- **Your assignment**:
Look through the listing below and report every line that contains "Blanco".

- **Material for the task**:
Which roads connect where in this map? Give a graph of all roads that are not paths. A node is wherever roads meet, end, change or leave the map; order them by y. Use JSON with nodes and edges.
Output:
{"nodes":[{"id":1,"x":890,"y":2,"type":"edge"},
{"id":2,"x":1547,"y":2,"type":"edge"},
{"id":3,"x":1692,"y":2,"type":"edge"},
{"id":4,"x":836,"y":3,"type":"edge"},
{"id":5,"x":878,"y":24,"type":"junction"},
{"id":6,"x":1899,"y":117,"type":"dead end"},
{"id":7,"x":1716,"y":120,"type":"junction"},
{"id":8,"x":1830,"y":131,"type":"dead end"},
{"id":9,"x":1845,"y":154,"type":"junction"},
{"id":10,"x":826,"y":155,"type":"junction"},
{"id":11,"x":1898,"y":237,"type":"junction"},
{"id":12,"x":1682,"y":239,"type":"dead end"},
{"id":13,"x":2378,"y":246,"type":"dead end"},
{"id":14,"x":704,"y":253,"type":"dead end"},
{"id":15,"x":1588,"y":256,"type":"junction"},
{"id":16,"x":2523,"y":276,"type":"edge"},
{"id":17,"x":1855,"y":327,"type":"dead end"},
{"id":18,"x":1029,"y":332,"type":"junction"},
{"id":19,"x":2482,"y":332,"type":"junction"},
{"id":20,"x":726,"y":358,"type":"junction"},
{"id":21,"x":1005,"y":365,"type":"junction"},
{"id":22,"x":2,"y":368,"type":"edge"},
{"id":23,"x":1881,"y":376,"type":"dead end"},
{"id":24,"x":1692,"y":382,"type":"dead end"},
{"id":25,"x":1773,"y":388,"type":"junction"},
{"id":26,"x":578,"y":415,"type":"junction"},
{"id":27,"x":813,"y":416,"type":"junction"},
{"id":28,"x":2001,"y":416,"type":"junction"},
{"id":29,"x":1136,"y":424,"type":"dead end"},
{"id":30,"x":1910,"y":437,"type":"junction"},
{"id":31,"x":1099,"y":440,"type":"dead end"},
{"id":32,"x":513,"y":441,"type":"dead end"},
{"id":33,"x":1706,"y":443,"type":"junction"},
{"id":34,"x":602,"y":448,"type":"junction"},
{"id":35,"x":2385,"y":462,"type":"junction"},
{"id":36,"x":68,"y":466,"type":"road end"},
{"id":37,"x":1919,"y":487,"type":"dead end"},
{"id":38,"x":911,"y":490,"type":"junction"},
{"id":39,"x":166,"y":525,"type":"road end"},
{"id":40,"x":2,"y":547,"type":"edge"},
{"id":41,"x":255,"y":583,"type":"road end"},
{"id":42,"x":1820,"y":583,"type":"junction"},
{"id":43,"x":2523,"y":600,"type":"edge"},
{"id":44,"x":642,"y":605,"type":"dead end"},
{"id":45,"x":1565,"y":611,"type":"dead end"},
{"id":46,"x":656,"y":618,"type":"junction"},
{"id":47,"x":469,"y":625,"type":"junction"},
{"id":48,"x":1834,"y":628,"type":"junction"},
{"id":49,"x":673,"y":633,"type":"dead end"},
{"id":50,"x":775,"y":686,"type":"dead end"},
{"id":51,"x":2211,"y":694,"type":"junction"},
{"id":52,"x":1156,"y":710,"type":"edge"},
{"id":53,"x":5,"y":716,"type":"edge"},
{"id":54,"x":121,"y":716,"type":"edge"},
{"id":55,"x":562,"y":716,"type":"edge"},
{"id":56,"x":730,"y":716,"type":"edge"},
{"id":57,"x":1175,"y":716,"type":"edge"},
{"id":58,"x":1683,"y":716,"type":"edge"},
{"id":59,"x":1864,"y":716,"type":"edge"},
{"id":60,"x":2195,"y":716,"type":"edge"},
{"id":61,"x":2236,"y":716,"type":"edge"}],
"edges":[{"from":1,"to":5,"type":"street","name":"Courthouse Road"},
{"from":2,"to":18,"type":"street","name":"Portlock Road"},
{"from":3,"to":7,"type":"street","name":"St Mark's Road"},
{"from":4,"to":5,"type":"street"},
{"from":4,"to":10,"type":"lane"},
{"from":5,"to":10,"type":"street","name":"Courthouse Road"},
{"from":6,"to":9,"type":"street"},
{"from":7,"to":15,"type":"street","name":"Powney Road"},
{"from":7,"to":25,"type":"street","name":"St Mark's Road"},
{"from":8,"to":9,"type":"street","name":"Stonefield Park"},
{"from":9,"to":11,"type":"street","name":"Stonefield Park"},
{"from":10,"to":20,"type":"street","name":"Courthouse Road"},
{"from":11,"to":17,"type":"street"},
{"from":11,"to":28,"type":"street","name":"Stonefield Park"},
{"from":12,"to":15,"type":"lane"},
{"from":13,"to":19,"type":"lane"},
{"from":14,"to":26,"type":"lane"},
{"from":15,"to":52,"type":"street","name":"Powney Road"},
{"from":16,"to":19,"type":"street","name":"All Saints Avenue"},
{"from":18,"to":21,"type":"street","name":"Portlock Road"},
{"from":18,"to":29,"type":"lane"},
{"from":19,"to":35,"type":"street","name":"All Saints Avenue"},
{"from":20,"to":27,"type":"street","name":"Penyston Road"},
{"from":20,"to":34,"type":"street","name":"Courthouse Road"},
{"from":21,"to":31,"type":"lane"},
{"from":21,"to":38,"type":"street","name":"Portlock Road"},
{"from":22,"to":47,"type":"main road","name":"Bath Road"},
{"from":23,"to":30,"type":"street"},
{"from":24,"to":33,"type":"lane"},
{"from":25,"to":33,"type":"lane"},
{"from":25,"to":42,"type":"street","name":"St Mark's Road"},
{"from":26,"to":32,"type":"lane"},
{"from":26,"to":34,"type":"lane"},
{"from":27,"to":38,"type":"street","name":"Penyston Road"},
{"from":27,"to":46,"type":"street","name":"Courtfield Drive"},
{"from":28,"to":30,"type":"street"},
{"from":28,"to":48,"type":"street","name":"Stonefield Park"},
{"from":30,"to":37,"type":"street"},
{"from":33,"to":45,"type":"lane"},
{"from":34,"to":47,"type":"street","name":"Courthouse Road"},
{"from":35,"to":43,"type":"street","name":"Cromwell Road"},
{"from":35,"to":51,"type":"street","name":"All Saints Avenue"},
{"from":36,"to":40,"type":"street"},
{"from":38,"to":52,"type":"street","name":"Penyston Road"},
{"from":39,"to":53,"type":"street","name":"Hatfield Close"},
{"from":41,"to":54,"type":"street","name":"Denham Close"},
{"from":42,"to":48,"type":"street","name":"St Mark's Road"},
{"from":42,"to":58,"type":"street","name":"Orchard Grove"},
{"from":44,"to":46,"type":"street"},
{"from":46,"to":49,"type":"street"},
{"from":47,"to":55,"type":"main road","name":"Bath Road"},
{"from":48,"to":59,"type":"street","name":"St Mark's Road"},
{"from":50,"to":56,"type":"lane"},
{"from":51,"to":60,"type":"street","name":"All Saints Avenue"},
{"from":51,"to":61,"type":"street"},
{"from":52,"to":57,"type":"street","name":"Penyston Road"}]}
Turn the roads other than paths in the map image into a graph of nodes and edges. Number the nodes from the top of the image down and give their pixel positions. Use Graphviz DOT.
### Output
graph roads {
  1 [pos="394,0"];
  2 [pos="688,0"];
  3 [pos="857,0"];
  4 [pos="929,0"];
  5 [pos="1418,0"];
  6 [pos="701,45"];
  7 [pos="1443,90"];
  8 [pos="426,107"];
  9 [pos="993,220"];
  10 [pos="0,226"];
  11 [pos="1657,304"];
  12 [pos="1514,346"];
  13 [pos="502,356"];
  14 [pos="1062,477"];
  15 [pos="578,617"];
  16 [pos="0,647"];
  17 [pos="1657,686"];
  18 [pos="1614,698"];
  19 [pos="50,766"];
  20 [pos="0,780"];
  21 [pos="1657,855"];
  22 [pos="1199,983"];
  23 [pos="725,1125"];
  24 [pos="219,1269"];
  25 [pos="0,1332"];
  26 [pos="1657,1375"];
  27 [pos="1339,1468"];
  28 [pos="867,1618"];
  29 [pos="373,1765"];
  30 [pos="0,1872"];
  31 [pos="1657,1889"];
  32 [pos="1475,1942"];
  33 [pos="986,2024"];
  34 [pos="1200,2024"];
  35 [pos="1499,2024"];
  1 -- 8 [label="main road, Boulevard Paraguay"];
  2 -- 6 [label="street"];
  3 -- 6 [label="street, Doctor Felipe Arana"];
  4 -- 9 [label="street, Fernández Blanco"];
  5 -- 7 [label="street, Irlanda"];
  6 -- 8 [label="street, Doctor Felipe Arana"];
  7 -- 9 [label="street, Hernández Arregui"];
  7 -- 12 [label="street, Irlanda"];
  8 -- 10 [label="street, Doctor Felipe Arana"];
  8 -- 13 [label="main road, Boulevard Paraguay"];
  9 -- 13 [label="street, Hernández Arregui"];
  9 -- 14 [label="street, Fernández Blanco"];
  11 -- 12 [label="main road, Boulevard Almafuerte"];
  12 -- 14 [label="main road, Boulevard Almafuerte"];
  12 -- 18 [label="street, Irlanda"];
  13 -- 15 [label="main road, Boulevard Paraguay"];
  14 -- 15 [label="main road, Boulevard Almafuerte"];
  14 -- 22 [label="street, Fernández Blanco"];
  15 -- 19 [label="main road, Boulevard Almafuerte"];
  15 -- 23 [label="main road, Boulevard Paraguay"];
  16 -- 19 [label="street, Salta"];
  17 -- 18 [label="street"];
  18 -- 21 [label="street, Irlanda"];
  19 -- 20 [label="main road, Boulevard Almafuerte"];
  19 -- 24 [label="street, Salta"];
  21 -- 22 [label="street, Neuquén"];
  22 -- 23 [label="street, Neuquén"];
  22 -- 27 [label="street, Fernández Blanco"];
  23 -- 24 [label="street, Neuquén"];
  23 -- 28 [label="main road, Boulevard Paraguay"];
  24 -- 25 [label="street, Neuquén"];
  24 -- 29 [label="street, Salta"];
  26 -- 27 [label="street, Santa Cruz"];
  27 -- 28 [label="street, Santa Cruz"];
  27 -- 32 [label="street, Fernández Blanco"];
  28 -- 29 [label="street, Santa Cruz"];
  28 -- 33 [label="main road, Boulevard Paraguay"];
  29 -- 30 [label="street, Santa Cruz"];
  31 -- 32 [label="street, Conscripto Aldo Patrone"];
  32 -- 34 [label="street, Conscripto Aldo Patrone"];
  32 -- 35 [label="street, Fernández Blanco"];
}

- **Task result**:
  4 -- 9 [label="street, Fernández Blanco"];
  9 -- 14 [label="street, Fernández Blanco"];
  14 -- 22 [label="street, Fernández Blanco"];
  22 -- 27 [label="street, Fernández Blanco"];
  27 -- 32 [label="street, Fernández Blanco"];
  32 -- 35 [label="street, Fernández Blanco"];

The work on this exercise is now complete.